We have created a word wall for our third project in a row and the children have really begun to use it to their advantage. The words are meaningful and the children use these words to label their work. We learned from Pam Scranton in one training that she had always told her class to write their words on their work before they were done. This could be based on the child’s ability and could be as long as a sentence to as short as letter like symbols or scribbles which can be translated and documented on to their work.
6.16.11 Elisabeth (4.10) asks Mahi to add the words that the children have learned about the car seat to the baby word wall. Elisabeth uses a large piece of chart paper and copies all of the words she has learned so far. Eila (4.0) joins her and writes the last two words.
After learning all there was to know about trees (or all we wanted to investigate), it was time to culminate our Tree Project. Kara, my assistant teacher, who had been planning and teaching each lesson asked the children how they would like to share their knowledge. They automatically responded that they wanted to bake something. Our children enjoy baking and cooking and that was no surprise to us, but we told them we also felt that just baking would not share our knowledge. A child automatically thought a book would be the best way of sharing all of the information that we had learned. The children spent two days narrowing down their ideas of what to bake and decided to bake banana bread, because “bananas come from trees.”

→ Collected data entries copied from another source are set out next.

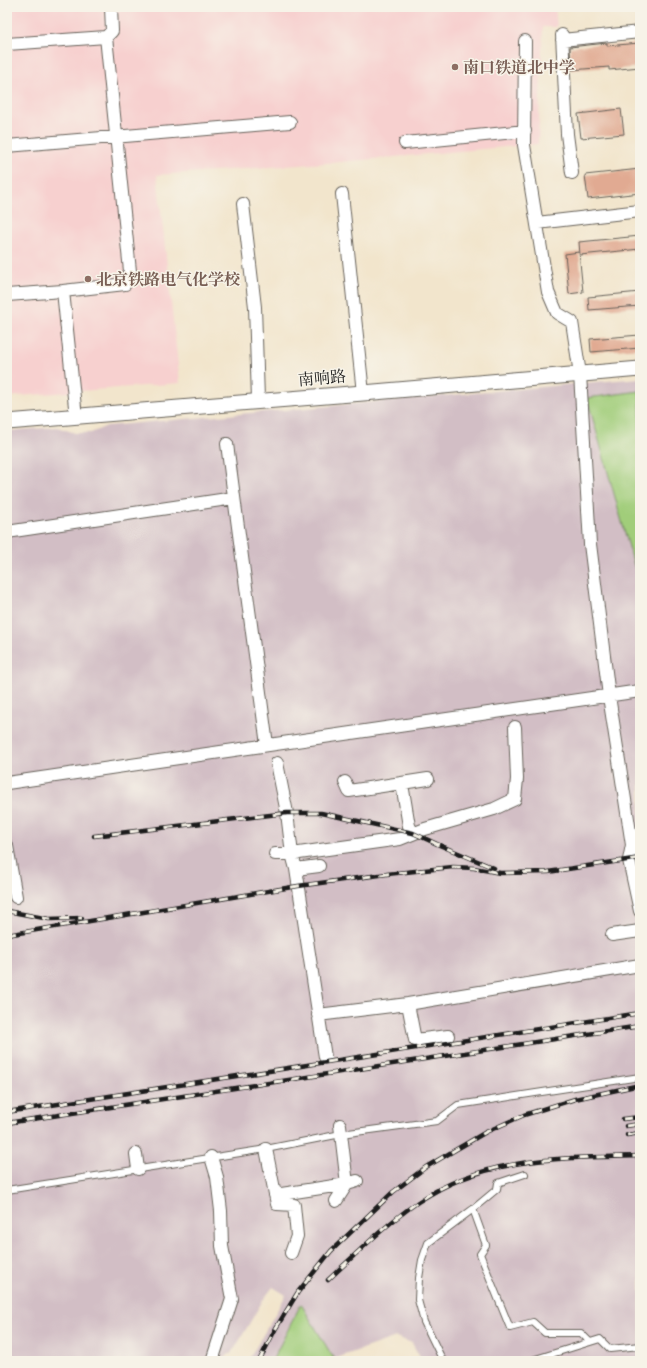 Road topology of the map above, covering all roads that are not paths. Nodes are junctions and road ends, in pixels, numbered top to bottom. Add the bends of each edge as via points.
1 (111, 7) edge
2 (640, 32) edge
3 (106, 37) junction
4 (525, 41) dead end
5 (7, 44) edge
6 (290, 122) dead end
7 (524, 131) junction
8 (116, 137) junction
9 (405, 143) dead end
10 (7, 146) edge
11 (572, 173) dead end
12 (342, 194) dead end
13 (244, 204) dead end
14 (640, 211) edge
15 (537, 223) junction
16 (63, 291) junction
17 (7, 295) edge
18 (640, 369) edge
19 (580, 374) junction
20 (363, 393) junction
21 (258, 399) dead end
22 (76, 417) junction
23 (7, 422) edge
24 (227, 444) dead end
25 (234, 498) junction
26 (7, 532) edge
27 (640, 691) edge
28 (610, 696) junction
29 (515, 727) dead end
30 (267, 745) junction
31 (277, 762) dead end
32 (428, 779) dead end
33 (345, 782) dead end
34 (7, 783) edge
35 (402, 784) junction
36 (412, 833) junction
37 (7, 846) edge
38 (275, 854) dead end
39 (292, 854) junction
40 (319, 866) dead end
41 (296, 869) junction
42 (16, 897) dead end
43 (640, 911) edge
44 (640, 931) edge
45 (612, 935) dead end
46 (640, 965) edge
47 (392, 994) dead end
48 (408, 1004) junction
49 (394, 1006) junction
50 (318, 1015) junction
51 (448, 1036) dead end
52 (325, 1057) dead end
53 (640, 1076) edge
54 (341, 1130) junction
55 (266, 1149) junction
56 (136, 1154) dead end
57 (211, 1157) junction
58 (138, 1169) junction
59 (526, 1174) dead end
60 (352, 1182) junction
61 (7, 1190) edge
62 (276, 1195) junction
63 (336, 1201) dead end
64 (473, 1209) junction
65 (292, 1253) dead end
66 (590, 1342) junction
67 (640, 1346) edge
68 (212, 1361) edge
69 (442, 1361) edge
70 (530, 1361) edge

1 - 3 street via 112,31
2 - 11 street via 562,38 567,134
3 - 5 street
3 - 8 street
4 - 7 street
6 - 8 street
7 - 9 street
7 - 15 street
8 - 10 street
8 - 16 street via 130,271 125,284
12 - 20 street
13 - 21 street via 254,307
14 - 15 street
15 - 19 street via 548,292 557,313 572,322
16 - 17 street
16 - 22 street
18 - 19 street, 南响路
19 - 20 street, 南响路
19 - 28 street via 590,544
20 - 22 street, 南响路
22 - 23 street, 南响路
24 - 25 street
25 - 26 street
25 - 30 street
27 - 28 street
28 - 30 street
28 - 43 street via 632,845 629,860
29 - 36 street via 515,799 494,809
30 - 34 street
31 - 39 street
32 - 35 street
33 - 35 street via 349,791
35 - 36 street
36 - 39 street via 400,839
37 - 42 street
38 - 39 street
39 - 41 street
40 - 41 street
41 - 50 street
44 - 45 street
46 - 48 street
47 - 49 street
48 - 49 street
48 - 51 street via 415,1040
49 - 50 street
50 - 52 street
53 - 54 lane via 458,1105 437,1121
54 - 55 lane
54 - 60 street
55 - 57 lane
55 - 62 street
56 - 58 street
57 - 58 lane
57 - 68 street via 217,1177 222,1246 232,1299
58 - 61 lane
59 - 64 lane via 498,1182 497,1189
60 - 62 street
60 - 63 street
62 - 65 street via 277,1204 294,1205 297,1236
64 - 66 lane via 486,1245 480,1254 510,1328 533,1322 545,1333 581,1333
64 - 69 lane via 428,1243 422,1260 418,1300 424,1322
66 - 67 lane via 600,1338 610,1349
66 - 70 lane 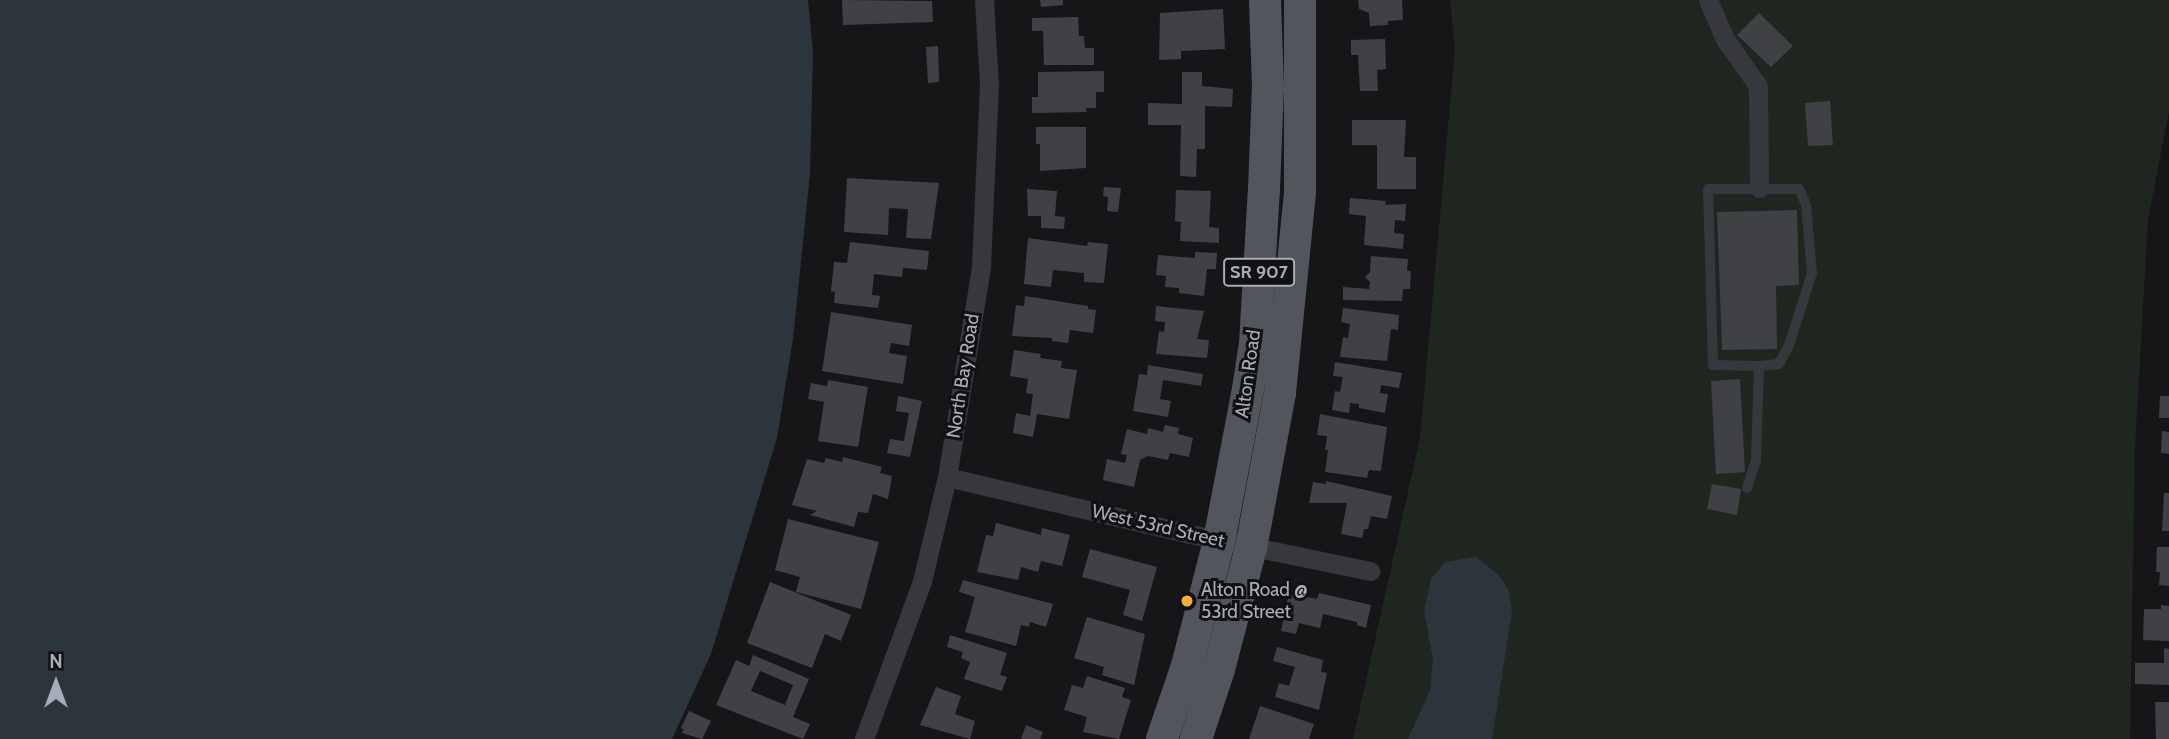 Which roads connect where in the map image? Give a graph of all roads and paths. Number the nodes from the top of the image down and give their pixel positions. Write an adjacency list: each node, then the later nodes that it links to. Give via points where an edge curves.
1 (984, 0): 7 (street, North Bay Road, via 989,86 981,266)
2 (1265, 0): 9 (main road, Alton Road / SR 907, via 1268,100 1255,344)
3 (1300, 0): 10 (main road, Alton Road / SR 907, via 1300,194 1279,393)
4 (1708, 0): 5 (street, via 1725,39 1758,86)
5 (1759, 188): 6 (lane, via 1799,189 1810,230 1812,273 1779,364); 6 (lane, via 1709,189 1713,365)
6 (1759, 366): 8 (lane, via 1756,460)
7 (947, 477): 9 (street, West 53rd Street); 12 (street, North Bay Road, via 922,581)
8 (1747, 488)
9 (1219, 541): 10 (street, West 53rd Street); 13 (main road, Alton Road / SR 907, via 1187,666)
10 (1251, 548): 11 (street, West 53rd Street); 14 (main road, Alton Road / SR 907)
11 (1370, 571)
12 (864, 739)
13 (1162, 739)
14 (1196, 739)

Over the course of two weeks, the children created a fifty page book of what they had learned through the tree project. Several children used the word wall (mentioned in an early post) to label their work, others asked for help from teachers, and some children used inventive spelling. Several children used the Power Point book we had created for families about our journey through the project to remind them of details we had learned about to add to their book. After our book was finished, we re-read it as a class to make sure that we had not forgotten any important details.
I created a PowerPoint with directions for the children to create their banana bread . Each slide had a different direction and each had a picture. The pictures included a picture of the item for the children to use and a picture of the measuring tool. The measurement was also typed on the top of the screen. For instance, one and a third-cup flour would have a picture of one cup, one-third cup, and the picture of the flour. The older children were able to read the words and my younger able to follow along. When the children are given leadership opportunities during baking session (or any activity) they are empowered! The way the PowerPoint was presented the children were able to bake with little to no assistance from the teacher. Four batches later, we had made banana bread for each classroom including assistant and lead teachers. The children decided to cut the bread into individual pieces, wrap each piece in Saran wrap, and label each piece. We then delivered after we had finished each batch. We then shared our book with two of the four classrooms.
This is just one of the ways to culminate! We have done many other ways in the past. The important part is that the children are sharing their knowledge with others and thus becoming the “experts” to another classroom.
Now it is your turn!
- How have you culminated a project?
- Did it go well?
- How could it go better next time?
- How could we help?
Until next time,
Have you ever thought of adding a word wall in preschool? Have you felt discouraged? What went wrong? We want to know!! Please post and share your frustrations with us!
Our center feels that a literacy-rich classroom is important. In my upbringing, reading and literacy was highly stressed and something our family did together for fun. I can remember my mom taking my brother and I to the library with a wagon which we would fill to the brim. We would spend a week with these book reading and re-reading the text. I think this began and fostered my love of writing and reading! As I grew older, I began to encourage and (hopefully!) instil the love of learning to my children in my classroom.
We use the ECERS (Early Childhood Environmental Rating Scale) and the NAEYC guidelines as a guide to how we present writing and literacy in the classroom. Each center in our classroom has writing materials of some kind. Some materials we have include:
- magna doodles
- chalk boards
- marker boards
- different sizes of paper
- small stenos
- small notebooks
- colored pencils
Those are just some ideas! Our literacy-rich classroom includes books, labels on the children’s cubbies, labels on the shelves, writing to caption pictures, children’s writing, and group writing pieces. As a result of our classroom, children’s interests, and teacher guidance, we have children who were interested in writing and reading.
In the past, we had created a word wall creating each letter and putting words that correspond with that letter underneath. Although may children used it, it also became distracting for children who believed that each letter needed a word below it. We then moved to a word wall which was located in group. We just put the words that we used frequently in our tree project (leaves, bark, Oak, roots, etc) in columns on our back wall. The children used this much more frequently! They started to label their sketches, create their own dictionary (we created one for our classroom one year), and identify letters or letter sounds.